──────── Dataset ────────
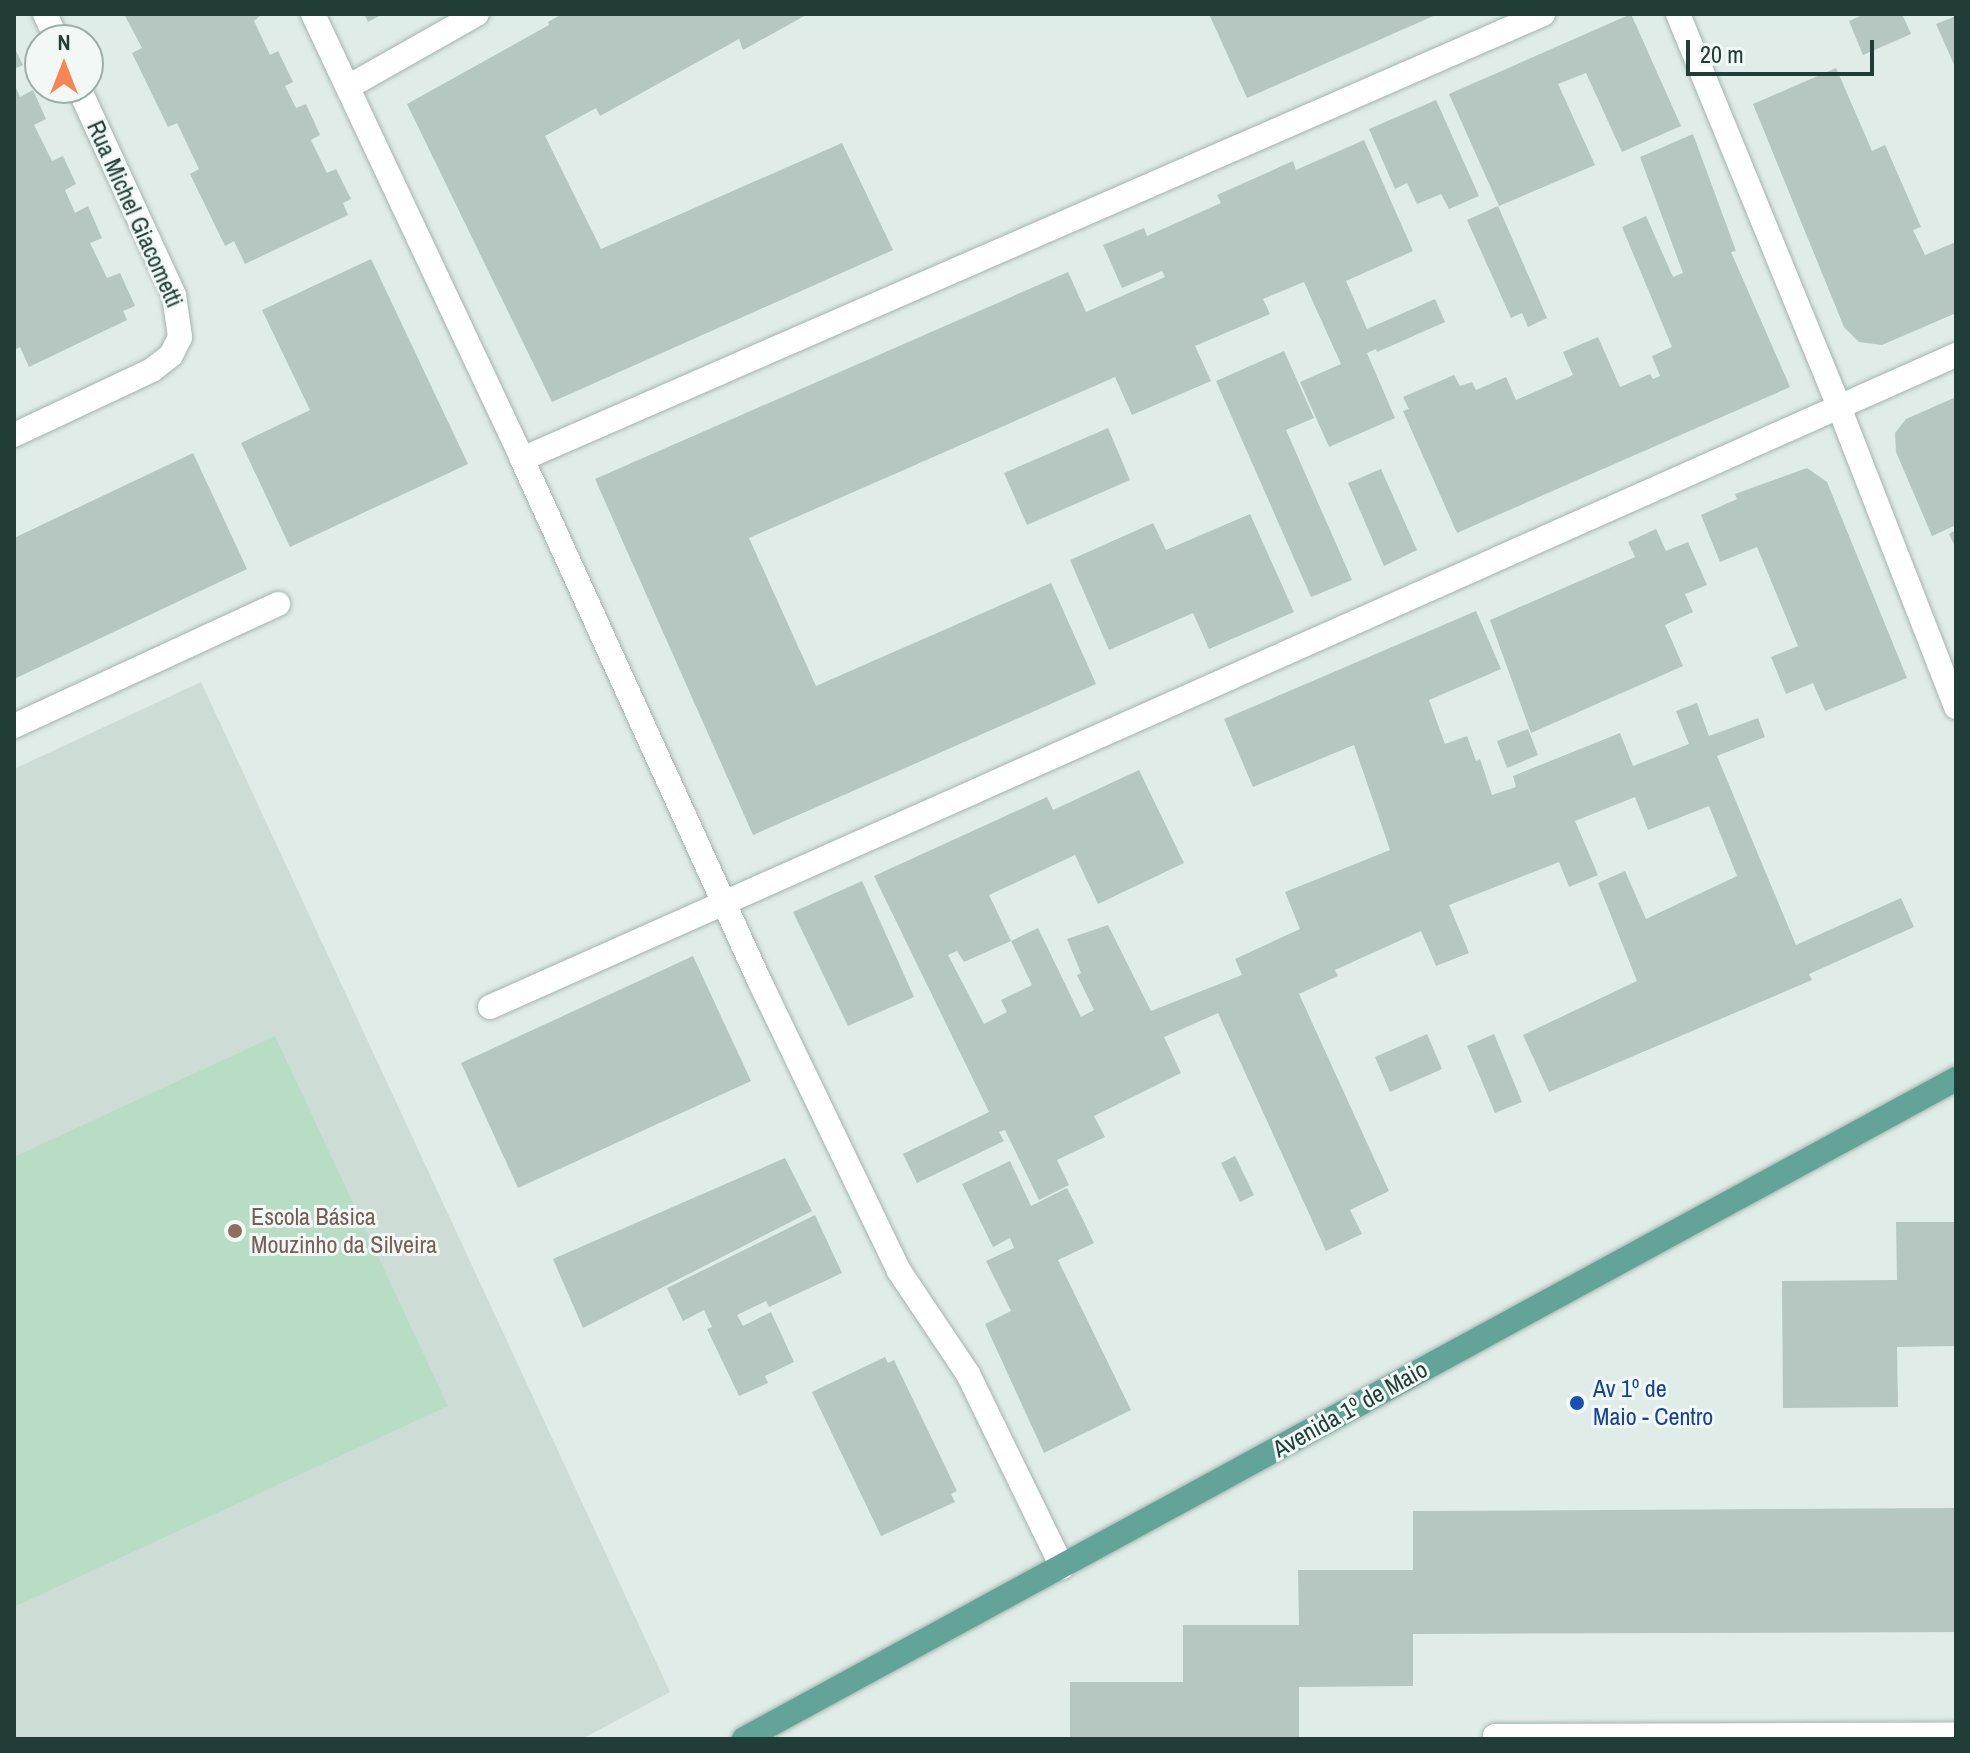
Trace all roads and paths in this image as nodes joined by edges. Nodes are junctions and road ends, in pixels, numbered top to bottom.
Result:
1 (313, 14) edge
2 (477, 14) edge
3 (1543, 14) edge
4 (1678, 14) edge
5 (348, 87) junction
6 (86, 104) edge
7 (1956, 355) edge
8 (1839, 407) junction
9 (14, 435) edge
10 (522, 459) junction
11 (278, 604) dead end
12 (1956, 707) edge
13 (14, 726) edge
14 (724, 904) junction
15 (490, 1007) dead end
16 (1956, 1079) edge
17 (1062, 1567) junction
18 (1956, 1734) edge
19 (744, 1739) edge
20 (1495, 1739) edge

1 - 5 street
2 - 5 street
3 - 10 street
4 - 8 street
5 - 10 street
6 - 9 street, Rua Michel Giacometti
7 - 8 street
8 - 12 street
8 - 14 street
10 - 14 street
11 - 13 street
14 - 15 street
14 - 17 street
16 - 17 main road, Avenida 1º de Maio
17 - 19 main road, Avenida 1º de Maio
18 - 20 street

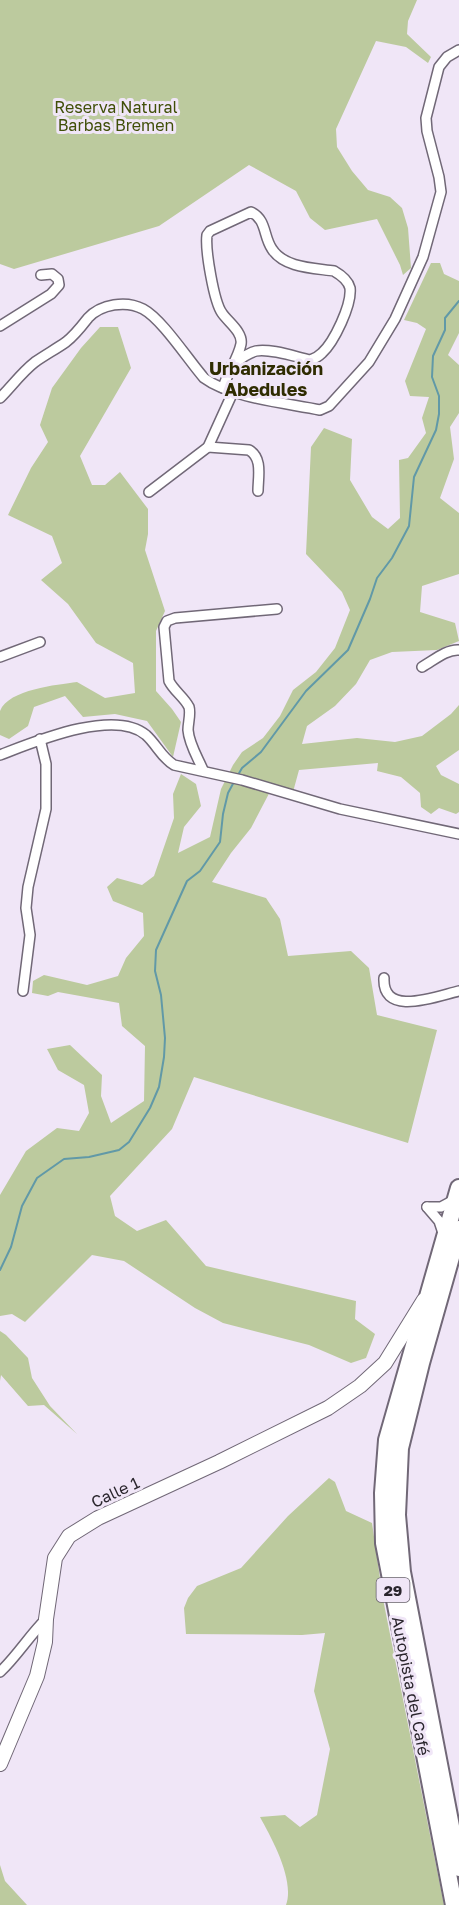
────────
Requirement » With the pictures removed, please retype each record exactly.

Task response »
Trace all roads and paths in this image as nodes joined by edges. Nodes are junctions and road ends, in pixels, numbered top to bottom.
Result:
1 (313, 14) edge
2 (477, 14) edge
3 (1543, 14) edge
4 (1678, 14) edge
5 (348, 87) junction
6 (86, 104) edge
7 (1956, 355) edge
8 (1839, 407) junction
9 (14, 435) edge
10 (522, 459) junction
11 (278, 604) dead end
12 (1956, 707) edge
13 (14, 726) edge
14 (724, 904) junction
15 (490, 1007) dead end
16 (1956, 1079) edge
17 (1062, 1567) junction
18 (1956, 1734) edge
19 (744, 1739) edge
20 (1495, 1739) edge

1 - 5 street
2 - 5 street
3 - 10 street
4 - 8 street
5 - 10 street
6 - 9 street, Rua Michel Giacometti
7 - 8 street
8 - 12 street
8 - 14 street
10 - 14 street
11 - 13 street
14 - 15 street
14 - 17 street
16 - 17 main road, Avenida 1º de Maio
17 - 19 main road, Avenida 1º de Maio
18 - 20 street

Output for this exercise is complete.